Figure EV4. Chk1 inhibition induces an E2F7/8‐dependent cell cycle arrest and reduces cell survival.

1. FACS cell cycle profiles at 0 and 8 h after HU release from propidium iodide‐stained RPE cells incubated with siRNAs directed against Chk1 and E2F7/8. Scrambled (scr) siRNA was used as control.
2. FACS cell cycle profiles at 0 and 8 h after HU release from propidium iodide‐stained GFP‐positive HeLa/TO cells transfected with siRNA against Chk1 and E2F7/8. Doxycycline was added to the cells 16 h before HU release.
3. FACS cell cycle profiles from propidium iodide‐stained HeLa cells treated with UCN‐01. HeLa cells were first transfected with scramble or siE2F7+8, then exposed to HU and the Chk1 inhibitor UCN‐01 for 16 h, and eventually harvested at 0 and 8 h after HU release.
4. Transcript levels of E2F7/8 target genes after 16 h of HU treatment, measured by qPCR. Fold changes were adjusted to the scrambled condition.

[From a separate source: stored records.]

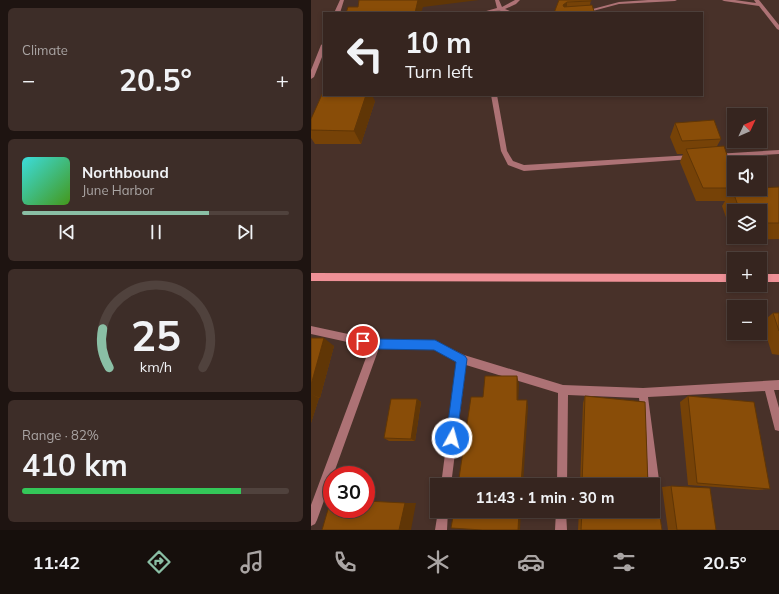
<!DOCTYPE html>
<meta charset="utf-8">
<style>
body{margin:0;font-family:Mulish,sans-serif;background:#3d2d28;color:#f1f3f6;height:100vh;display:flex;flex-direction:column;font-size:15px;white-space:nowrap}
*{box-sizing:border-box;margin:0}
p{font-size:13px;color:#aaa5a4}
.icon{flex:none;width:22px;height:22px;fill:none;stroke:currentColor;stroke-width:2;stroke-linecap:round;stroke-linejoin:round}
.map{position:relative;flex:1;overflow:hidden}
.drawer{display:flex;flex-direction:column;gap:8px;padding:8px;background:#1e1411;width:311px}
.drawer>*{flex:none}
.hud{position:absolute;left:12px;top:12px;width:380px;height:84px;border-radius:0px;box-shadow:0 2px 6px #0003,0 0 0 1px #50423d;background:#36251f;color:#f1f3f6;overflow:hidden}
.needle{width:26px;rotate:46deg}
.tools{position:absolute;left:416px;top:108px;display:grid;gap:8px}
.tools a{display:grid;place-items:center;width:40px;height:40px;border-radius:0px;background:#36251f;box-shadow:0 2px 6px #0003,0 0 0 1px #50423d;font-size:20px}
.speed{position:absolute;left:12px;top:466px;display:flex;gap:8px;font-size:20px;font-weight:700;text-align:center}
.speed>*{display:grid;place-content:center;width:52px;height:52px;border-radius:50%;background:#36251f;box-shadow:0 2px 6px #0003,0 0 0 1px #50423d;line-height:1}
.speed .limit{border:6px solid #d22;background:#fff;color:#111}
.pin{position:absolute;display:grid;place-items:center;width:34px;height:34px;color:#fff;margin:-17px;border:2px solid #fff;border-radius:50%;box-shadow:0 1px 4px #0007}
.me{position:absolute;width:44px;margin:-22px;rotate:7deg;stroke-linejoin:round;filter:drop-shadow(0 0 3px #0008)}
.turn{display:flex;align-items:center;gap:14px;height:84px;padding:0 16px;font-size:18px}
.turn .icon{width:52px;height:52px;stroke-width:2.5}
.turn b{display:block;font-size:28px;line-height:34px}
.big{font-size:30px;font-weight:700;line-height:1.1}
.drawer .tile{flex:1;display:flex;flex-direction:column;justify-content:center;gap:6px;min-width:0;padding:0 14px;border-radius:6px;background:#3d2d28}
.drawer .dial{align-items:center;gap:0}
.dial svg{height:104px;overflow:visible;fill:none;stroke:#50423d;stroke-width:7;stroke-linecap:round;text-anchor:middle}
.dial text{fill:#f1f3f6;stroke:none}
.song{display:flex;align-items:center;gap:12px}
.cover{width:48px;height:48px;border-radius:6px;background:linear-gradient(135deg,hsl(180 70% 55%),hsl(100 70% 35%))}
.played{height:4px;border-radius:2px;background:linear-gradient(90deg,#8abfa5 70%,#50423d 70%)}
.keys{display:flex;justify-content:space-around;direction:ltr}
.heat{display:flex;justify-content:space-between;align-items:center;font-size:22px;direction:ltr}
.charge{height:6px;border-radius:3px;background:linear-gradient(90deg,#34c759 82%,#50423d 0)}
.trip{position:absolute;left:119px;top:478px;width:230px;height:40px;border-radius:0px;background:#36251f;box-shadow:0 2px 6px #0003,0 0 0 1px #50423d;font-weight:700;line-height:40px;text-align:center}
.tabs{display:flex;height:64px;justify-content:space-around;align-items:center;background:#160f0c;color:#aaa5a4}
.tabs .icon{width:28px;height:28px}
.tabs .current{color:#8abfa5}
.tabs b{font-size:18px;color:#f1f3f6}
main{display:flex;flex:1;min-height:0}
.map>svg:first-child{display:block}
.lines{fill:none;stroke-linecap:round;stroke-linejoin:round}
.service{fill:#ad7275;fill-rule:evenodd}
.minor{fill:#ad7275;fill-rule:evenodd}
.secondary{fill:#ef9197;fill-rule:evenodd}
.wall{fill:#764207;fill-rule:evenodd}
.shaded-wall{fill:#603606}
.building{fill:#894d08;stroke:#603606}
.route{fill:#1a73e8;stroke:#114b97}
</style>
<main>
<section class="drawer">
<div class="tile"><p>Climate</p>
<div class="heat"><a>−</a><b class="big">20.5°</b><a>+</a></div>
</div>
<div class="tile">
<div class="song"><i class="cover"></i><div><b>Northbound</b><p>June Harbor</p></div></div>
<div class="played"></div>
<div class="keys"><svg class="icon" aria-label="previous" viewBox="0 0 24 24"><path d="M18 5L8 12l10 7zM5 5v14"/></svg><svg class="icon" aria-label="pause" viewBox="0 0 24 24"><path d="M8 5v14M16 5v14"/></svg><svg class="icon" aria-label="next" viewBox="0 0 24 24"><path d="M6 5l10 7-10 7zM19 5v14"/></svg></div>
</div>
<div class="tile dial"><svg viewBox="0 0 100 80">
<path d="M14 69A42 42 0 1 1 86 69"/>
<path d="M14 69A42 42 0 0 1 9 39" stroke="#8abfa5"/>
<text x="50" y="56" font-size="32" font-weight="700">25</text>
<text x="50" y="72" font-size="11">km/h</text>
</svg></div>
<div class="tile"><p>Range · 82%</p><b class="big">410 km</b><div class="charge"></div></div>
</section>
<div class="map">
<svg width="468" height="530" viewBox="0 0 468 530">
<rect width="100%" height="100%" fill="#483129"/>
<g class="lines">
<path class="service" d="M184,0H188L191,7L204,0H209L205,4L194,9L204,13C198,13 195,11 190,11C184,10 175,13 168,13L186,8Z
M337,0H366L364,1L308,4L278,12L253,13L256,11L278,10L308,2Z
M411,0H424L445,3L443,0H448L468,25V30L466,29L448,6L413,1Z
M180,95H186L196,151L202,161L213,165L381,155L384,157L381,159L213,171L197,165L190,151Z
M468,150V154L405,158L402,156L405,154Z"/>
<path class="minor" d="M29,0H33L29,13H23Z
M13,43V52L3,77L0,79V70L10,45Z
M0,326L65,340L124,341L153,355L252,385L332,388L468,380V390H463L468,408V431L464,430L463,426L454,391L337,397L350,495L349,499L345,500L342,499V485H338L328,398L257,395L256,485H246L247,393L155,365L140,485H130L146,361L123,349L68,348L6,520L4,524L0,526V505L59,347L0,334Z
M127,511H137L136,530H124Z
M245,511H255L256,530H244Z"/>
<path class="secondary" d="M0,273L423,274V282L0,281Z
M449,274H468V282H449Z"/>
</g>
<path class="wall" d="M248,0H280L279,5L243,13Z
M64,101L50,144H4L0,138V119Z
M364,123L410,139L406,146L423,189L468,187V239L423,240L411,206L414,201H385L369,162L372,154H366L359,137ZM423,211H449V237H423Z
M462,313H468V355L461,354L451,322Z
M0,338L23,346L9,398H8L0,423Z
M274,396L334,402L337,485H348V511L351,530H267L268,511H342V485H269L272,403Z
M377,396L459,489L446,490L377,485L369,402Z
M106,399L110,402L104,441H78L73,438Z
M360,486L405,530H357L351,487Z"/>
<path class="shaded-wall" d="M107,0H168L112,7L110,13H104Z
M256,2V10L252,5Z
M55,95H61L64,101L50,144L43,131Z
M13,338L23,346L9,398L0,394V385Z
M206,376L208,384L207,407L206,400Z
M0,394L8,398L0,423Z
M106,399L110,402L104,441L100,439Z
M216,400L217,407L212,485H210Z
M94,503H105L100,530H88Z
M208,511H210L209,530H207Z"/>
<path class="building" d="M48,0H107L104,13H35L37,7H47Z
M248,0H280V1L256,2L252,5L253,7L281,5L283,11L282,13H243Z
M13,90V95H55L43,131L0,130V119Z
M403,120L410,139L371,141L364,123Z
M413,146L423,176V188H392L375,149Z
M468,187V223H449V211H429L421,189H449V188Z
M462,313H468V331Z
M0,338H13L0,385Z
M174,376H206V400H216L210,485H147L160,397H172Z
M274,396L334,402L337,485H348V511L351,530H270L271,511H342V485H271Z
M377,396L443,402L459,489L386,483Z
M80,399H106L100,439L73,438Z
M360,486L399,488L405,530H366Z
M20,499H21V509H55V501L94,503L88,530H11Z
M143,511H208L207,530H171L140,528Z"/>
<path class="route" d="M52,336L65,339L124,340L154,356L156,359L145,442L141,444L137,442L135,438L145,362L123,350L65,349L49,345L47,341L49,338Z"/>
</svg>
<div class="tools">
<a><svg class="needle" viewBox="-14 -14 28 28"><path d="M0-13l5 13h-10z" fill="#e53935"/><path d="M0 13l5-13h-10z" fill="#aaa5a4"/></svg></a>
<a><svg class="icon" aria-label="sound" viewBox="0 0 24 24"><path d="M4 9h4l5-4v14l-5-4H4zM17 9q2 3 0 6"/></svg></a>
<a><svg class="icon" aria-label="layers" viewBox="0 0 24 24"><path d="M12 4l9 5-9 5-9-5zM3 14l9 5 9-5"/></svg></a>
<a>+</a>
<a>−</a>
</div>
<div class="speed"><div class="limit">30</div></div>
<div class="pin" style="left:52px;top:341px;background:#d93025"><svg class="icon" aria-label="arrive" viewBox="0 0 24 24"><path d="M6 21V4h12l-3 4 3 4H6"/></svg></div>
<svg class="me" style="left:141px;top:438px" viewBox="-20 -20 40 40"><circle r="17" fill="#1a73e8" stroke="#fff" stroke-width="3"/><path d="M0-11L8 9 0 5-8 9z" fill="#fff"/></svg>
<div class="trip">11:43 · 1 min · 30 m</div>
<div class="hud">
<div class="turn"><svg class="icon" aria-label="left" viewBox="0 0 24 24"><path d="M17 20v-9H6M10 6l-5 5 5 5"/></svg><div><b>10 m</b>Turn left</div></div>
</div>
</div>
</main>
<nav class="tabs">
<b>11:42</b>
<svg class="icon current" aria-label="directions" viewBox="0 0 24 24"><path d="M12 3l9 9-9 9-9-9zM9 14v-3h6M13 9l2 2-2 2"/></svg>
<svg class="icon" aria-label="music" viewBox="0 0 24 24"><path d="M9 18V5l10-2v13"/><circle cx="6" cy="18" r="3"/><circle cx="16" cy="16" r="3"/></svg>
<svg class="icon" aria-label="phone" viewBox="0 0 24 24"><path d="M5 4h4l2 5-3 2q2 4 5 5l2-3 5 2v4C11 20 4 13 5 4z"/></svg>
<svg class="icon" aria-label="climate" viewBox="0 0 24 24"><path d="M12 3v18M4 7l16 10M4 17L20 7"/></svg>
<svg class="icon" aria-label="car" viewBox="0 0 24 24"><path d="M5 17H2v-5l4-1 3-4h7l3 4 3 1v5h-3M9 17h6M6 11h13"/><circle cx="7" cy="17" r="2"/><circle cx="17" cy="17" r="2"/></svg>
<svg class="icon" aria-label="filters" viewBox="0 0 24 24"><path d="M4 7h16M4 17h16"/><circle cx="9" cy="7" r="2"/><circle cx="15" cy="17" r="2"/></svg>
<b>20.5°</b>
</nav>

5. Cell cycle distribution of HeLa and RPE cells transfected with siRNA against Chk1 and E2F7/8 under unperturbed condition. Scrambled (scr) siRNA was used as control.

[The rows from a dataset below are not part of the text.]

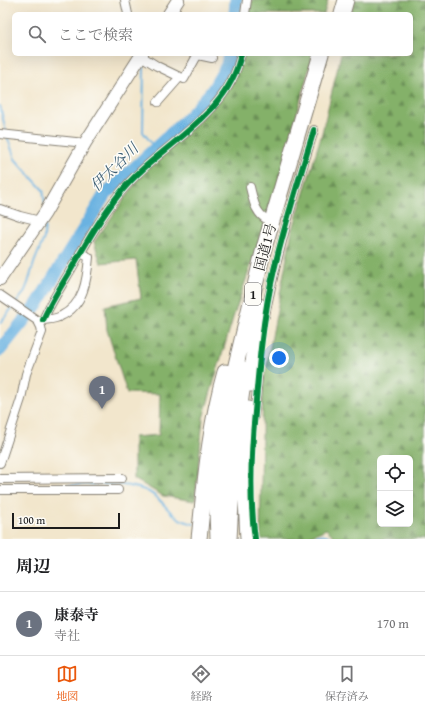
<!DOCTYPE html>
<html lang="ja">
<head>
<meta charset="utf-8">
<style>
	:root { --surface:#fff; --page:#f2f2f2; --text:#202124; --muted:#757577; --line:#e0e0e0; --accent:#ea580c }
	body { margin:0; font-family:"Gentium Book Plus","Noto Serif JP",serif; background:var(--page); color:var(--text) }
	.controls { position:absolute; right:12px; bottom:12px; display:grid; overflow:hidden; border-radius:6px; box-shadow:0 4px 16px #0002 }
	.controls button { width:36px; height:36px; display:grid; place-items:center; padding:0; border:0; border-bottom:1px solid var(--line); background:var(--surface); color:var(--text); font:20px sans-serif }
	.scale { position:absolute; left:12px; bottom:10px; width:108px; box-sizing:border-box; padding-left:4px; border:2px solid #1c1c1c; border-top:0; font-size:11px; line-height:14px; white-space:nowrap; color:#1c1c1c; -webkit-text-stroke:3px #fdfcf7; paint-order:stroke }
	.you { position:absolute; left:279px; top:358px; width:14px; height:14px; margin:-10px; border:3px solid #fff; border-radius:50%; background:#1a73e8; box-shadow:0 0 0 6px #1a73e833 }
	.badge { display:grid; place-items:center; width:26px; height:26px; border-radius:50%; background:var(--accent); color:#fff; font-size:13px; font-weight:700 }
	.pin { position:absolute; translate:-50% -33px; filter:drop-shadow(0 1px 2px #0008) }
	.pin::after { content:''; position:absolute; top:21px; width:14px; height:12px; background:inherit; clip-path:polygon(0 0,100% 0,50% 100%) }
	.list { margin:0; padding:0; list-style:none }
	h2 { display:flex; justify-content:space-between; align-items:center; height:52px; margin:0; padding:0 16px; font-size:17px }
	h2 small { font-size:13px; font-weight:400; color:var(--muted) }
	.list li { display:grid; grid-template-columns:26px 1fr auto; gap:12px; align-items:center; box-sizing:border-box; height:64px; padding:0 16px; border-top:1px solid var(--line) }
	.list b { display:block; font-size:15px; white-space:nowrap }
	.list p { margin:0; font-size:13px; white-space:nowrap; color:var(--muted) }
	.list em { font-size:13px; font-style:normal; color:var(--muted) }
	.icon { flex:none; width:22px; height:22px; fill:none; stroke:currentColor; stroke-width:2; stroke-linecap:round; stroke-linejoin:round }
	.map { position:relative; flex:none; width:425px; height:539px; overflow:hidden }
	.search { position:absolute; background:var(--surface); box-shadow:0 4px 16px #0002; left:12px; right:12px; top:12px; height:44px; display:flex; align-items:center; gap:10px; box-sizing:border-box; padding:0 14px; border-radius:6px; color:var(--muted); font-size:15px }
	.sheet { height:116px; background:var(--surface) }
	nav { display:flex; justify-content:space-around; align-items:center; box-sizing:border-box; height:56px; border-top:1px solid var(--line); background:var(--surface); font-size:11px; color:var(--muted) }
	nav a { display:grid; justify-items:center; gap:2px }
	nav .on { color:var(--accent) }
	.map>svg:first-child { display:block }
	.forest { fill:url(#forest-firs); stroke:#506642; fill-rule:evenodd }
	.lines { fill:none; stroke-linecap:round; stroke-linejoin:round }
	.stream { stroke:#6ab2e1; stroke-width:2 }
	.river { stroke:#6ab2e1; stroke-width:13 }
	.street-casing { stroke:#878174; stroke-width:10 }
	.secondary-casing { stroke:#878174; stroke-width:14 }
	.highway-casing { stroke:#878174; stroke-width:17 }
	.street { stroke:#fff; stroke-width:8 }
	.secondary { stroke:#fff; stroke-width:12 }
	.highway { stroke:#fff; stroke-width:15 }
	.cycleway-casing { stroke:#fdfcf7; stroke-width:8 }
	.cycleway { stroke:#00873e; stroke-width:6 }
	.labels { text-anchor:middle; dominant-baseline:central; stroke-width:3; stroke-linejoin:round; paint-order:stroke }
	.shield { fill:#fdfcf7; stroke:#605f5e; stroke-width:1 }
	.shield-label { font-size:13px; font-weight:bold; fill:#1c1c1c }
	.street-label { font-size:14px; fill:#1c1c1c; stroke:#fdfcf7 }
	.water-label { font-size:15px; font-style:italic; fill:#3f6075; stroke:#fdfcf7 }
</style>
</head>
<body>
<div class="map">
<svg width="425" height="539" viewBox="0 0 425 539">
	<defs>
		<pattern id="forest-firs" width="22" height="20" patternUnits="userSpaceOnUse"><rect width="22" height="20" fill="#84b169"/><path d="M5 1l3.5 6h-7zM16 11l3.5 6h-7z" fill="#6b8f56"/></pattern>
	</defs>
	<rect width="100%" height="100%" fill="#fdfcf7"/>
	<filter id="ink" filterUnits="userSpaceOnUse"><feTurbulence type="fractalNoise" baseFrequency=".025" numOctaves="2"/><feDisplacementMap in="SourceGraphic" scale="8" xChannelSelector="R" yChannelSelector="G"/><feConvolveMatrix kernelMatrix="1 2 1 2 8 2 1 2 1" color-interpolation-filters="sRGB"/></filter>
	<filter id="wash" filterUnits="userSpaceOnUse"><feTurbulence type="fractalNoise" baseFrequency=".012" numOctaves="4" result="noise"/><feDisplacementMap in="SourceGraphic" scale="16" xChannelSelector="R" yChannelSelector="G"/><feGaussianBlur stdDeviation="0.9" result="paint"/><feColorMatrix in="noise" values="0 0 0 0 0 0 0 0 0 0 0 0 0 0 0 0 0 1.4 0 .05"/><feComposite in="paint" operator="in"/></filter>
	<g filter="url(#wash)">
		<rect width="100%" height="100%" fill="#f2e6cc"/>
		<path class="forest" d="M252,0H328L324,14H249Z
			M354,0H425V539H337L326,529L303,539H260L263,384L291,236L322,133L341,54H411V14H351ZM380,458H410V524H380Z
			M237,54H313L276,191L233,318L203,418L195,501L163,496L134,479V437L159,435L160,394L127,393L107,330L105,306L141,298L136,260L101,263L94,242L147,167L197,123L232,75Z"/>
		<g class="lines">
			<path class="stream" d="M144,63L143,132L155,148
				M0,106L6,132
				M7,136L15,159L43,190L45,204
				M16,303L24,293L28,283L34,263L44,238L45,222
				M0,323L13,307
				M51,486C76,485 127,480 149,492C163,500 166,510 177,517C181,521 188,522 194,524
				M310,539C319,535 324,532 333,539"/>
			<path class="river" d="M235,14L236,0
				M0,350L38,303L104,196L190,116L212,91L227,65L229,54"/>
		</g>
	</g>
	<g filter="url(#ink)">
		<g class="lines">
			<g class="street-casing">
				<path id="street" d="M125,0L128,14
					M245,14L247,0
					M198,55L212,58
					M141,56L157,66L184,79L198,54
					M158,102L180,77
					M0,134L85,143
					M250,187C253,199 255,214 268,220
					M0,209L20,216L40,221
					M0,295L38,321L41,327L42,332L26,374L21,399L0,463
					M265,316C277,253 295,192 314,130
					M43,320C50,304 60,288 69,273C85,245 100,218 120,193C157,146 228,118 241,54
					M39,321C46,319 54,320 61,316C84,305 87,280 89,257L80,253
					M254,418L258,378
					M0,479L122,478
					M0,490H118"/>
			</g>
			<g class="secondary-casing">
				<path id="secondary" d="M169,14L178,0
					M0,279L45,213L85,143L142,54"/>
			</g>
			<g class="highway-casing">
				<path id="highway" d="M342,14L346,0
					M251,384L259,306
					M199,539C205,483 209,427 225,372
					M218,539L217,512L221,447L230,390L264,248L321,54
					M229,539L234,448L245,369
					M248,539L245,478V443L248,409"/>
			</g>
			<use href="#street" class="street"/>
			<use href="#secondary" class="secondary"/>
			<use href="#highway" class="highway"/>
			<g class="cycleway-casing">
				<path id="cycleway" d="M43,320C50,304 60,288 69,273C85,245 100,218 120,193C157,146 228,118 241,54
					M255,539C249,497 251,454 255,412C259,364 263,316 274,270C285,223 300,176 314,130"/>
			</g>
			<use href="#cycleway" class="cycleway"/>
		</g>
	</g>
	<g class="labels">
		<rect class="shield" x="245" y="283" width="16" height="22" rx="3"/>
		<g class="shield-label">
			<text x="253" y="294">1</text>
		</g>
		<g class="street-label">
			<text transform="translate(265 247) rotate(-75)">国道1号</text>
		</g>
		<g class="water-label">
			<text transform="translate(114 167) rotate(-45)">伊太谷川</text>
		</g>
	</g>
</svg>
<div class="controls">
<button><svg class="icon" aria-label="locate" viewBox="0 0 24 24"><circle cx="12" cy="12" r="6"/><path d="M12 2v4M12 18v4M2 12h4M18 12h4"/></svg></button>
<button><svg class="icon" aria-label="layers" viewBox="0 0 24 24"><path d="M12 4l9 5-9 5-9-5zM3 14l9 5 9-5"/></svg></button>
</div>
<div class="scale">100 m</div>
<div class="you"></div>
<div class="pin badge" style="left:102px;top:409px;background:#6b7280">1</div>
<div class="search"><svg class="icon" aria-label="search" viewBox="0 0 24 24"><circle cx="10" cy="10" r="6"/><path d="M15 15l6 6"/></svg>ここで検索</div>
</div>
<section class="sheet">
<h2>周辺<small></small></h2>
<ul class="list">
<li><span class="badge" style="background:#6b7280">1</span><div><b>康泰寺</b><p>寺社</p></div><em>170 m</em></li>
</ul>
</section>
<nav>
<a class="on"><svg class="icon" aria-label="map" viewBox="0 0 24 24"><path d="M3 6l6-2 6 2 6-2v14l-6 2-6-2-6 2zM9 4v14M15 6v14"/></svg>地図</a>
<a><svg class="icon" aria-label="directions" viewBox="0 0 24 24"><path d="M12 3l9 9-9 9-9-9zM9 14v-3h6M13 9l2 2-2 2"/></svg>経路</a>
<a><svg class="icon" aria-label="saved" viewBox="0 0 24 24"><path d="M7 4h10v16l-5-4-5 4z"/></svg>保存済み</a>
</nav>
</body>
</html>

6. Clonogenic survival assay of HeLa cells transfection with siRNA against Chk1 and E2F7/8 under un‐treated or HU‐treated condition. Cells were transfected with indicated siRNA for 24 h and reseeded at a low density and grow for 4 days. Scrambled (scr) siRNA was used as control. Histogram shows the quantification of relative intensity from each condition (n = 2 independent experiments).

Data information: In (D and F), data represent mean ± SEM (n = 3); *P < 0.05 (Student's t‐test) or n.s. for not significant.